Ringfort (Rath), Milltown, Co. Westmeath
Co. Westmeath |
Ringforts
On the eastern slope of a low ridge in County Westmeath, a roughly oval earthwork sits in pasture, its outline softened by trees and centuries of agricultural interference.
What makes it quietly interesting is not simply its age but the way later land use has worked itself into the fabric of the monument, making it a palimpsest of different periods rather than a clean example of early medieval enclosure. A post-1700 field wall cuts straight through the interior from northwest to southeast, bisecting what was once a coherent enclosed space, and the OS mapping captures this process of incremental alteration across two editions, the 1837 six-inch map showing a roughly circular earthwork, the 1913 twenty-five-inch revision recording something already modified into a slightly oval shape, already divided.
The ringfort, a type of enclosed farmstead common in early medieval Ireland and typically formed by one or more banks and ditches surrounding a domestic interior, here takes the bivallate form, meaning it has two concentric banks with an intervening fosse, the ditch between them. When the site was described in detail in 1980, the inner bank measured approximately 42 metres west-northwest to east-southeast and 38 metres north to south. Parts of it retain traces of stone facing on the inner and outer sides, though only in short stretches around the perimeter.
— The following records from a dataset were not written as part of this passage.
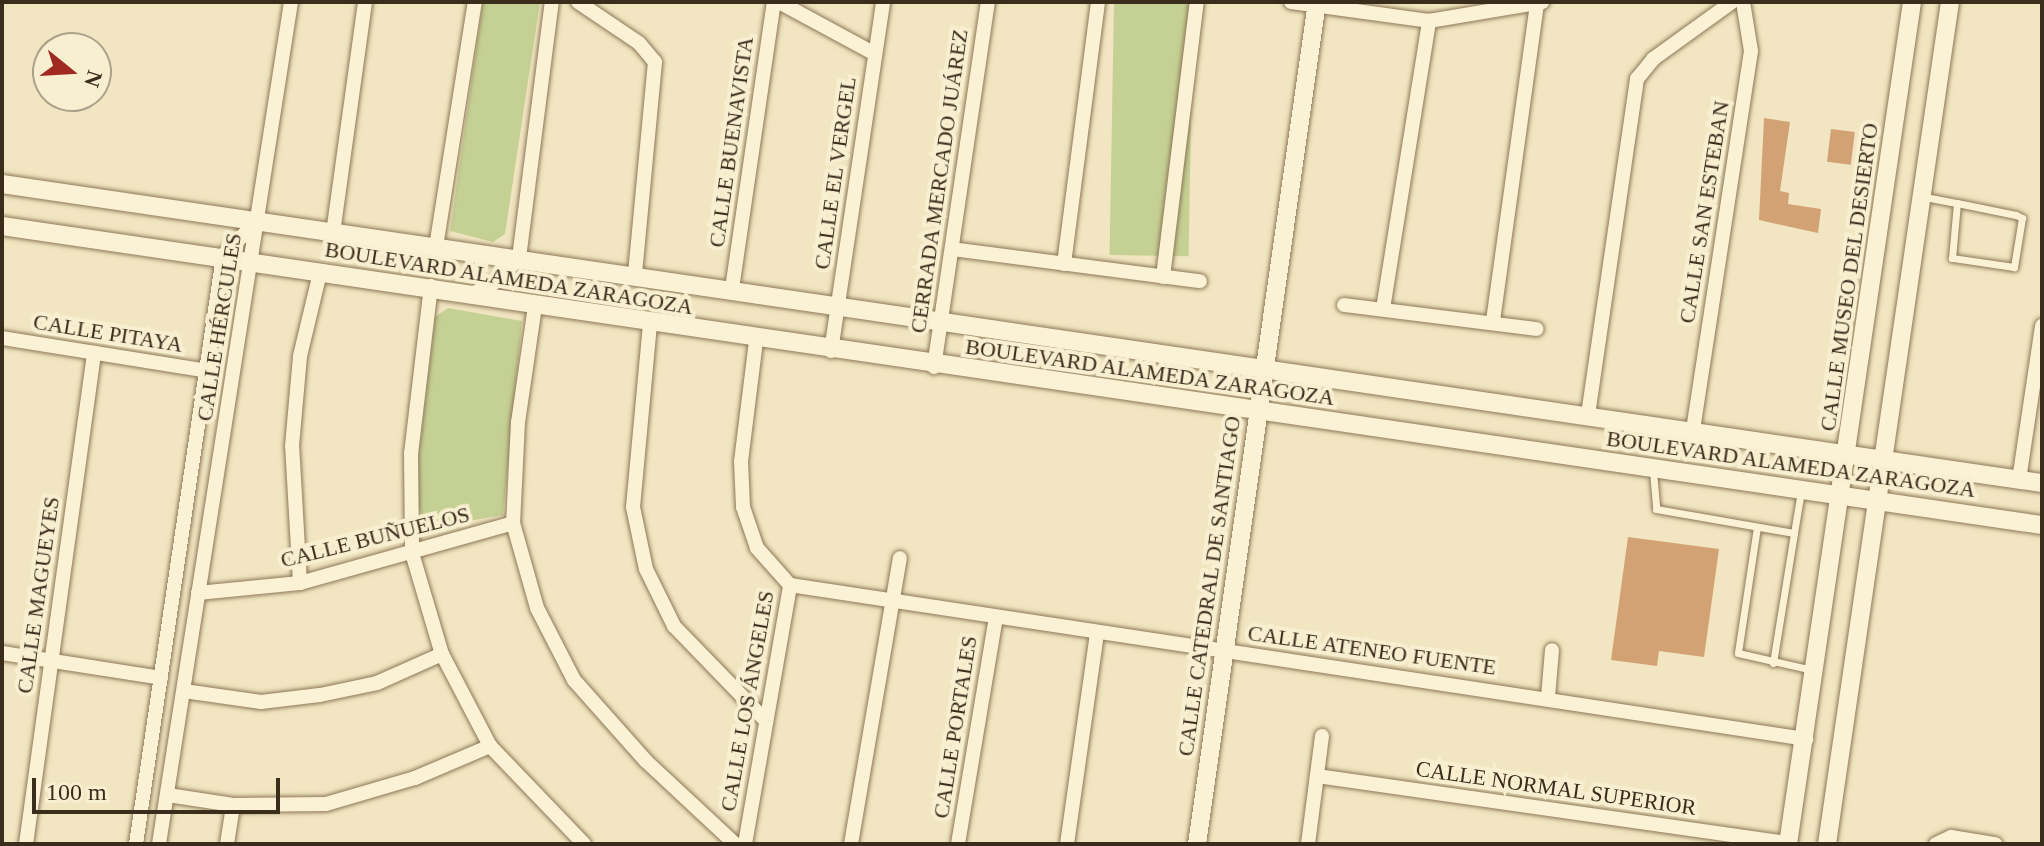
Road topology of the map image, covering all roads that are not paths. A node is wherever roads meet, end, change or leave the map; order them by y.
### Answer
1 (291, 2) edge
2 (365, 2) edge
3 (475, 2) edge
4 (552, 2) edge
5 (578, 2) edge
6 (777, 2) edge
7 (883, 2) edge
8 (988, 2) edge
9 (1098, 2) edge
10 (1197, 2) edge
11 (1291, 2) edge
12 (1732, 2) edge
13 (1743, 2) edge
14 (1912, 2) edge
15 (1950, 2) edge
16 (1317, 4) edge
17 (1539, 4) edge
18 (1429, 21) junction
19 (875, 54) junction
20 (2, 184) edge
21 (1922, 197) junction
22 (1957, 203) junction
23 (259, 218) junction
24 (2, 226) edge
25 (333, 233) junction
26 (436, 247) junction
27 (952, 249) junction
28 (223, 256) junction
29 (519, 258) junction
30 (252, 261) junction
31 (1064, 264) junction
32 (320, 273) junction
33 (635, 274) junction
34 (1163, 277) junction
35 (1200, 281) dead end
36 (431, 286) junction
37 (732, 289) junction
38 (472, 294) junction
39 (1344, 305) dead end
40 (535, 306) junction
41 (838, 306) junction
42 (1383, 309) junction
43 (1493, 321) junction
44 (941, 322) junction
45 (650, 324) junction
46 (2042, 326) edge
47 (1537, 329) dead end
48 (2, 338) edge
49 (756, 341) junction
50 (831, 351) junction
51 (94, 353) junction
52 (1264, 365) junction
53 (934, 367) junction
54 (208, 371) junction
55 (1257, 410) junction
56 (1588, 415) junction
57 (1693, 430) junction
58 (1848, 455) junction
59 (1884, 461) junction
60 (1654, 469) junction
61 (2019, 480) junction
62 (2042, 483) edge
63 (1801, 491) junction
64 (1842, 497) junction
65 (1878, 502) junction
66 (513, 523) junction
67 (2042, 525) edge
68 (1757, 527) junction
69 (1794, 533) junction
70 (412, 553) junction
71 (900, 558) dead end
72 (300, 583) junction
73 (790, 585) junction
74 (198, 593) junction
75 (894, 602) junction
76 (996, 618) junction
77 (1097, 633) junction
78 (1552, 650) dead end
79 (1224, 652) junction
80 (2, 653) edge
81 (442, 654) junction
82 (50, 660) junction
83 (1773, 663) junction
84 (1816, 671) junction
85 (161, 678) junction
86 (184, 691) junction
87 (1548, 697) junction
88 (765, 720) junction
89 (1322, 736) dead end
90 (1806, 739) junction
91 (490, 746) junction
92 (1317, 776) junction
93 (168, 795) junction
94 (233, 805) junction
95 (1683, 828) junction
96 (1788, 843) edge
97 (26, 844) edge
98 (136, 844) edge
99 (159, 844) edge
100 (227, 844) edge
101 (584, 844) edge
102 (735, 844) edge
103 (745, 844) edge
104 (851, 844) edge
105 (958, 844) edge
106 (1067, 844) edge
107 (1197, 844) edge
108 (1308, 844) edge
109 (1681, 844) edge
110 (1827, 844) edge
111 (1936, 844) edge
112 (1995, 844) edge

1 - 23 street
2 - 25 street
3 - 26 street
4 - 29 street
5 - 33 street
6 - 19 street
6 - 37 street, CALLE BUENAVISTA
7 - 19 street, CALLE EL VERGEL
8 - 27 street, CERRADA MERCADO JUÁREZ
9 - 31 street
10 - 34 street
11 - 16 street
12 - 56 street
13 - 57 street, CALLE SAN ESTEBAN
14 - 58 street, CALLE MUSEO DEL DESIERTO
15 - 21 street
16 - 18 street
16 - 52 street, CALLE CATEDRAL DE SANTIAGO
17 - 18 street
17 - 43 street
18 - 42 street
19 - 41 street, CALLE EL VERGEL
20 - 23 street, BOULEVARD ALAMEDA ZARAGOZA
21 - 22 lane
21 - 59 street
22 - 22 lane
23 - 25 street, BOULEVARD ALAMEDA ZARAGOZA
23 - 28 street, CALLE HÉRCULES
23 - 30 street, CALLE HÉRCULES
24 - 28 street, BOULEVARD ALAMEDA ZARAGOZA
25 - 26 street, BOULEVARD ALAMEDA ZARAGOZA
26 - 29 street, BOULEVARD ALAMEDA ZARAGOZA
27 - 31 street
27 - 44 street, CERRADA MERCADO JUÁREZ
28 - 30 street, BOULEVARD ALAMEDA ZARAGOZA
28 - 54 street, CALLE HÉRCULES
29 - 33 street, BOULEVARD ALAMEDA ZARAGOZA
29 - 38 street
30 - 32 street, BOULEVARD ALAMEDA ZARAGOZA
30 - 74 street, CALLE HÉRCULES
31 - 34 street
32 - 36 street, BOULEVARD ALAMEDA ZARAGOZA
32 - 72 street
33 - 37 street, BOULEVARD ALAMEDA ZARAGOZA
34 - 35 street
36 - 38 street, BOULEVARD ALAMEDA ZARAGOZA
36 - 70 street
37 - 41 street, BOULEVARD ALAMEDA ZARAGOZA
38 - 40 street, BOULEVARD ALAMEDA ZARAGOZA
39 - 42 street
40 - 45 street, BOULEVARD ALAMEDA ZARAGOZA
40 - 66 street
41 - 44 street, BOULEVARD ALAMEDA ZARAGOZA
41 - 50 street, CALLE EL VERGEL
42 - 43 street
43 - 47 street
44 - 52 street, BOULEVARD ALAMEDA ZARAGOZA
44 - 53 street, CERRADA MERCADO JUÁREZ
45 - 49 street, BOULEVARD ALAMEDA ZARAGOZA
45 - 88 street
46 - 61 street
48 - 51 street, CALLE PITAYA
49 - 50 street, BOULEVARD ALAMEDA ZARAGOZA
49 - 73 street, CALLE LOS ÁNGELES
50 - 53 street, BOULEVARD ALAMEDA ZARAGOZA
51 - 54 street, CALLE PITAYA
51 - 82 street, CALLE MAGUEYES
52 - 55 street, CALLE CATEDRAL DE SANTIAGO
52 - 56 street, BOULEVARD ALAMEDA ZARAGOZA
53 - 55 street, BOULEVARD ALAMEDA ZARAGOZA
54 - 85 street, CALLE HÉRCULES
55 - 60 street, BOULEVARD ALAMEDA ZARAGOZA
55 - 79 street, CALLE CATEDRAL DE SANTIAGO
56 - 57 street, BOULEVARD ALAMEDA ZARAGOZA
57 - 58 street, BOULEVARD ALAMEDA ZARAGOZA
58 - 59 street, BOULEVARD ALAMEDA ZARAGOZA
58 - 64 street, CALLE MUSEO DEL DESIERTO
59 - 61 street, BOULEVARD ALAMEDA ZARAGOZA
59 - 65 street
60 - 63 street, BOULEVARD ALAMEDA ZARAGOZA
60 - 68 lane
61 - 62 street, BOULEVARD ALAMEDA ZARAGOZA
63 - 64 street, BOULEVARD ALAMEDA ZARAGOZA
63 - 69 lane
64 - 65 street, BOULEVARD ALAMEDA ZARAGOZA
64 - 84 street, CALLE MUSEO DEL DESIERTO
65 - 67 street, BOULEVARD ALAMEDA ZARAGOZA
65 - 110 street
66 - 70 street, CALLE BUÑUELOS
66 - 102 street
68 - 69 lane
68 - 83 lane
69 - 83 lane
70 - 72 street, CALLE BUÑUELOS
70 - 81 street
71 - 75 street
72 - 74 street, CALLE BUÑUELOS
73 - 75 street, CALLE ATENEO FUENTE
73 - 88 street, CALLE LOS ÁNGELES
74 - 86 street, CALLE HÉRCULES
75 - 76 street, CALLE ATENEO FUENTE
75 - 104 street
76 - 77 street, CALLE ATENEO FUENTE
76 - 105 street, CALLE PORTALES
77 - 79 street, CALLE ATENEO FUENTE
77 - 106 street
78 - 87 street
79 - 87 street, CALLE ATENEO FUENTE
79 - 107 street, CALLE CATEDRAL DE SANTIAGO
80 - 82 street
81 - 86 street
81 - 91 street
82 - 85 street
82 - 97 street, CALLE MAGUEYES
83 - 84 lane
84 - 90 street, CALLE MUSEO DEL DESIERTO
85 - 98 street, CALLE HÉRCULES
86 - 93 street, CALLE HÉRCULES
87 - 90 street, CALLE ATENEO FUENTE
88 - 103 street, CALLE LOS ÁNGELES
89 - 92 street
90 - 96 street, CALLE MUSEO DEL DESIERTO
91 - 94 street
91 - 101 street
92 - 95 street, CALLE NORMAL SUPERIOR
92 - 108 street
93 - 94 street
93 - 99 street, CALLE HÉRCULES
94 - 100 street
95 - 96 street, CALLE NORMAL SUPERIOR
95 - 109 street
111 - 112 street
The outer bank has fared less well, surviving only in low, faint traces to the north and northeast. None of the several gaps in the inner bank can be confidently identified as the original entrance. In the southwest quadrant, a cluster of large stones on the surface, with evidence of animal burrowing beneath, has been noted as a possible souterrain, an underground stone-lined passage sometimes associated with ringforts and used for storage or refuge, though the disturbance is not conclusive enough to classify it as one.
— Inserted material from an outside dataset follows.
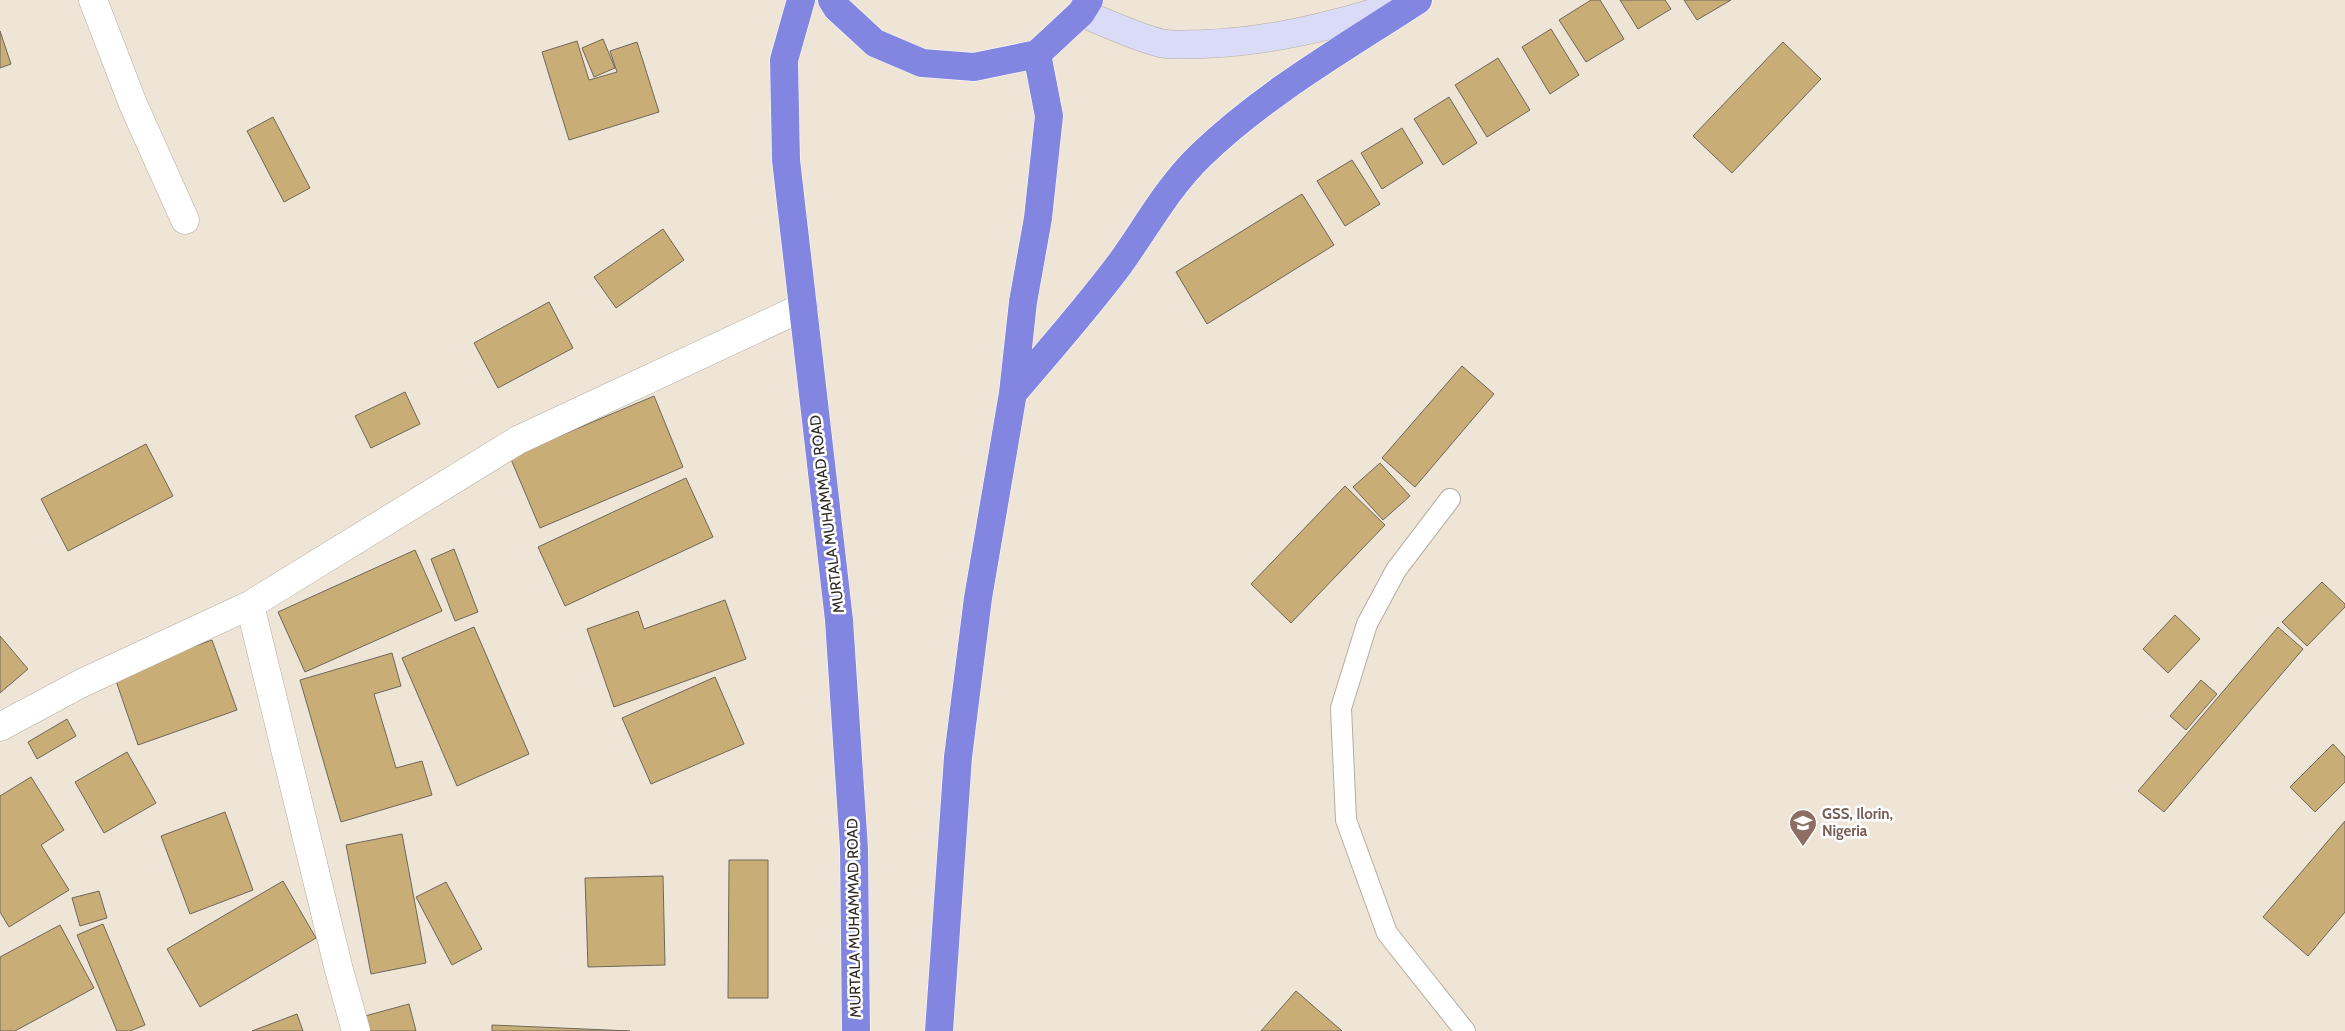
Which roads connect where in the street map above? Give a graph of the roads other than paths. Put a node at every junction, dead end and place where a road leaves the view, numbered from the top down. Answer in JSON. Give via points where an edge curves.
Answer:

From aerial photography the site reads clearly as a tree-lined enclosure, the vegetation marking the banks even where the earthworks themselves have been reduced. Within the interior, short runs of earth and stone bank are still visible; one running inward from the northeast towards the centre may be an original feature of the fort, while two others appear to relate to the later field wall rather than to any early medieval arrangement. The fosse is most legible along the northern and western arcs, where it remains wide and relatively deep.